* Instructions to follow *
Given the records below, would you repeat exactly the lines that begin at the one containing "thumb mcp: (862, 943)" and end at the one containing "ring mcp: (1040, 905)", inclusive?

* Data listing *
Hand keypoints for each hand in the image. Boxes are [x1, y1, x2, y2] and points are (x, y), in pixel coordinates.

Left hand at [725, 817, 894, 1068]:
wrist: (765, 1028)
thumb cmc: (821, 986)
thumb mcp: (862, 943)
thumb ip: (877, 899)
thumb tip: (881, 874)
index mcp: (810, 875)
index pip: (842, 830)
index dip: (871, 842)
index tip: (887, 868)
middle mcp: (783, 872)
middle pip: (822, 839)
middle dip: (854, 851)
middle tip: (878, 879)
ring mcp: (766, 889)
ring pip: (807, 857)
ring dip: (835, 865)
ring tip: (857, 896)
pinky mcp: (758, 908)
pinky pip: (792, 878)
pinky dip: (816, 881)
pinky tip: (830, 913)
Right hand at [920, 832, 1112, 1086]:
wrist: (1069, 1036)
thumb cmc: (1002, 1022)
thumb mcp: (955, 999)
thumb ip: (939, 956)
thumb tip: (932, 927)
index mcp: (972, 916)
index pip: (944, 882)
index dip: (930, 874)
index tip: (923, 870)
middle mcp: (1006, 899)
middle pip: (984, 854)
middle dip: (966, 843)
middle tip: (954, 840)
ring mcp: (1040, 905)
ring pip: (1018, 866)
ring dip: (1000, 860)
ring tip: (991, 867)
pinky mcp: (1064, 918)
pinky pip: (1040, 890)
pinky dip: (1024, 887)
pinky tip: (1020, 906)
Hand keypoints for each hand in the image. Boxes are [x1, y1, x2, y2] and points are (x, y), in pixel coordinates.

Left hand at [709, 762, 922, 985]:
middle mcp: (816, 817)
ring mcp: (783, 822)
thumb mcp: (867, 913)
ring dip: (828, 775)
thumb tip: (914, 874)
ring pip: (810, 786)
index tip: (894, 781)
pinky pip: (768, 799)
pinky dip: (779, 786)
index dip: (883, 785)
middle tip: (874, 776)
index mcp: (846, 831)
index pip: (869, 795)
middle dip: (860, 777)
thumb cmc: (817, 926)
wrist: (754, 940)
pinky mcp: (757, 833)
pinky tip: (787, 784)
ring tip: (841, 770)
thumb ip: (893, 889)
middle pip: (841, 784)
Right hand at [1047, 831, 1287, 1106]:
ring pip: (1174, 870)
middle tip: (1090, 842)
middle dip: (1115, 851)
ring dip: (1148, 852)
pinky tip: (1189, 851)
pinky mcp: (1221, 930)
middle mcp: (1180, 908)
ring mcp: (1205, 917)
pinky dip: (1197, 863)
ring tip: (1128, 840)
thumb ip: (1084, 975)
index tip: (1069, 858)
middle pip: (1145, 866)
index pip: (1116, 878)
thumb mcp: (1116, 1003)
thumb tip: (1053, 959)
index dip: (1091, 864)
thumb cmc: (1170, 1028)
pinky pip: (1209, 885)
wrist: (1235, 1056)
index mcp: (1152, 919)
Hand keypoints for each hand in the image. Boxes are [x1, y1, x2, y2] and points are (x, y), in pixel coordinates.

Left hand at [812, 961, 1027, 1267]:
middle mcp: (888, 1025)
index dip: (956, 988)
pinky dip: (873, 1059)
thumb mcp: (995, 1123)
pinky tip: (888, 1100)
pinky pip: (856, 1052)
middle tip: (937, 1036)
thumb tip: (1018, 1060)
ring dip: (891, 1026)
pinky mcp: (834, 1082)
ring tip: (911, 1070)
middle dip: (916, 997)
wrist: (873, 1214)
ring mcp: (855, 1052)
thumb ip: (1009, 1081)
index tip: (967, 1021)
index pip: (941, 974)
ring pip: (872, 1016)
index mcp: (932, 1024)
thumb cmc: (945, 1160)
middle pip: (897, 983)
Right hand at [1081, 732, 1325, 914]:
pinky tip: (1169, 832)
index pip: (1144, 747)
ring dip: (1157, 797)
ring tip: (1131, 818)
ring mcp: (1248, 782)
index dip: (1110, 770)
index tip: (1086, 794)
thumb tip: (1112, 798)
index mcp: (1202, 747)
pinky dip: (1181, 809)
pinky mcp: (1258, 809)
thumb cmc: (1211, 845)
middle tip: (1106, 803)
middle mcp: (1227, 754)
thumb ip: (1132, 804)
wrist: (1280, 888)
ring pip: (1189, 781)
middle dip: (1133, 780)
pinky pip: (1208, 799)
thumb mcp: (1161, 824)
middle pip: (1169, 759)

* Answer section *
thumb mcp: (862, 943)
thumb ip: (877, 899)
thumb tip: (881, 874)
index mcp: (810, 875)
index pip: (842, 830)
index dip: (871, 842)
index tip: (887, 868)
middle mcp: (783, 872)
middle pip: (822, 839)
middle dip: (854, 851)
middle tip: (878, 879)
ring mcp: (766, 889)
ring pip: (807, 857)
ring dip: (835, 865)
ring tip: (857, 896)
pinky mcp: (758, 908)
pinky pip: (792, 878)
pinky dip: (816, 881)
pinky tip: (830, 913)
Right hand at [920, 832, 1112, 1086]:
wrist: (1069, 1036)
thumb cmc: (1002, 1022)
thumb mcp: (955, 999)
thumb ip: (939, 956)
thumb tip: (932, 927)
index mcp: (972, 916)
index pip: (944, 882)
index dip: (930, 874)
index tip: (923, 870)
middle mcp: (1006, 899)
middle pip: (984, 854)
middle dip: (966, 843)
middle tip: (954, 840)
ring mcp: (1040, 905)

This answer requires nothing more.